Every line in the records below that holds "Ítalo" must be identified and copied.

________________

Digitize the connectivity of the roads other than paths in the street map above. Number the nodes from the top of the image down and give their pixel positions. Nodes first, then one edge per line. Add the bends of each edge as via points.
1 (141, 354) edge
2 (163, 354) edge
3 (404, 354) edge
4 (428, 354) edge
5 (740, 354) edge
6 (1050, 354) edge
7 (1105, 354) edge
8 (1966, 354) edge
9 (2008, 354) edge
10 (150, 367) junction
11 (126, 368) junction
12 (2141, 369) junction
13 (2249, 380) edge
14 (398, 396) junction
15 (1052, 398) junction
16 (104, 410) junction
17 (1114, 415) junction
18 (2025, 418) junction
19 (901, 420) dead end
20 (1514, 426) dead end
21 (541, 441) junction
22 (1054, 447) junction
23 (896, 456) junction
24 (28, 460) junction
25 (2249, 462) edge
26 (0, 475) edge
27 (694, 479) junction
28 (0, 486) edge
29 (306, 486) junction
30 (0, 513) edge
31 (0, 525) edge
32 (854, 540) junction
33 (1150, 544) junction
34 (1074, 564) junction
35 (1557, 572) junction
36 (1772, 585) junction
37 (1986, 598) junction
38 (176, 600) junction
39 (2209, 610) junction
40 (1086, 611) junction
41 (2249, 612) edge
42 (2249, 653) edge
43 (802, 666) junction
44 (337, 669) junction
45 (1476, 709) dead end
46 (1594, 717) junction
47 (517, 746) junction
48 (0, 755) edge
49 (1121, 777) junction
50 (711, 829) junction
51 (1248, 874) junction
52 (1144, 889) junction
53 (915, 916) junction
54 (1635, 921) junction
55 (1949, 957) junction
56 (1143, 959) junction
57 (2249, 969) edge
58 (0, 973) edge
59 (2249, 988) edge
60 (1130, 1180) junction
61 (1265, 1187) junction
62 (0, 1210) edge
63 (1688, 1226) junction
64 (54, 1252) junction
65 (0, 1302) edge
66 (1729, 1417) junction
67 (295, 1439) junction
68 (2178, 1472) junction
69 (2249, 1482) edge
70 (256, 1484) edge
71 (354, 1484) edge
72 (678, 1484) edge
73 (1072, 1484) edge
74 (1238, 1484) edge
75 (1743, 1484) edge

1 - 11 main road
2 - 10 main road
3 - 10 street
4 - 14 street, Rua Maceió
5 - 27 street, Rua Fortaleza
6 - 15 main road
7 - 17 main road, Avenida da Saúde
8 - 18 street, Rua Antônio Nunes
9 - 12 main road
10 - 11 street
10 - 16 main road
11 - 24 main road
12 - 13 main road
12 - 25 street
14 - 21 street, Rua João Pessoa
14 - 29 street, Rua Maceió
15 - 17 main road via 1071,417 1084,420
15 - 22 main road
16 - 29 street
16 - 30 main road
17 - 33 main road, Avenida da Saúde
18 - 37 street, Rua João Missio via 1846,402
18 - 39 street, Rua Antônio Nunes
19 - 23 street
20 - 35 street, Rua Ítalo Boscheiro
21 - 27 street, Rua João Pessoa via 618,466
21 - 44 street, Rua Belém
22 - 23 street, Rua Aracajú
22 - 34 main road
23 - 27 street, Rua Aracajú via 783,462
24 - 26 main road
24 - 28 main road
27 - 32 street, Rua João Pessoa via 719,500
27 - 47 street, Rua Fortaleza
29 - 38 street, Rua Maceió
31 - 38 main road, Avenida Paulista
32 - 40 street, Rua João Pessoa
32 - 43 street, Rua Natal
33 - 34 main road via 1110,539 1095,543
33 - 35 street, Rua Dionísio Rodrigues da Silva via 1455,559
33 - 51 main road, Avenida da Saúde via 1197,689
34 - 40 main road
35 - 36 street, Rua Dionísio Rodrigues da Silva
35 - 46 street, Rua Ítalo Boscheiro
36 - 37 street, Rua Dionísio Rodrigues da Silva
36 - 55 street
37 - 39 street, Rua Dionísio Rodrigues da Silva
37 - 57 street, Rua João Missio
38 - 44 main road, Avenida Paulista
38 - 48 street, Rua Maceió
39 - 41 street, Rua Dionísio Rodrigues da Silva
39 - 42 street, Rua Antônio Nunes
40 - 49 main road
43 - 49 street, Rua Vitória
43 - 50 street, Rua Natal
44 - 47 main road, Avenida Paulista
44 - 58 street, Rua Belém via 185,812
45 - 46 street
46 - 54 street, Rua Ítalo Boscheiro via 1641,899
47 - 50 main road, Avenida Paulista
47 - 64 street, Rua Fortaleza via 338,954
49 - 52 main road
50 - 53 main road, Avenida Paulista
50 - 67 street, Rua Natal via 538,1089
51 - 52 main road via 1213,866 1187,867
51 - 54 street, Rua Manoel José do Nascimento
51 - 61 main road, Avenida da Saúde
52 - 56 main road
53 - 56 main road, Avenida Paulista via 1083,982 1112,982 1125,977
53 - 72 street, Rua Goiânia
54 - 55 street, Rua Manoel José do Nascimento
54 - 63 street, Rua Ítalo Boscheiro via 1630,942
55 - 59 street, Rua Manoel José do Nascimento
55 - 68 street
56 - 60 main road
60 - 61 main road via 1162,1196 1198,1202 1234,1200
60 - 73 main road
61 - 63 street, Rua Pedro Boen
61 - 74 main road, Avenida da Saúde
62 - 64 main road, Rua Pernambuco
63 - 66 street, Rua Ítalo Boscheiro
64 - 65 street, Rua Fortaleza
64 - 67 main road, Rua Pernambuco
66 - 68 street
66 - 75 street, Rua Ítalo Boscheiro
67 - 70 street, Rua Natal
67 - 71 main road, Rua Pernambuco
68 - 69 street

________________

• **WRITTEN ANSWER**:
20 - 35 street, Rua Ítalo Boscheiro
35 - 46 street, Rua Ítalo Boscheiro
46 - 54 street, Rua Ítalo Boscheiro via 1641,899
54 - 63 street, Rua Ítalo Boscheiro via 1630,942
63 - 66 street, Rua Ítalo Boscheiro
66 - 75 street, Rua Ítalo Boscheiro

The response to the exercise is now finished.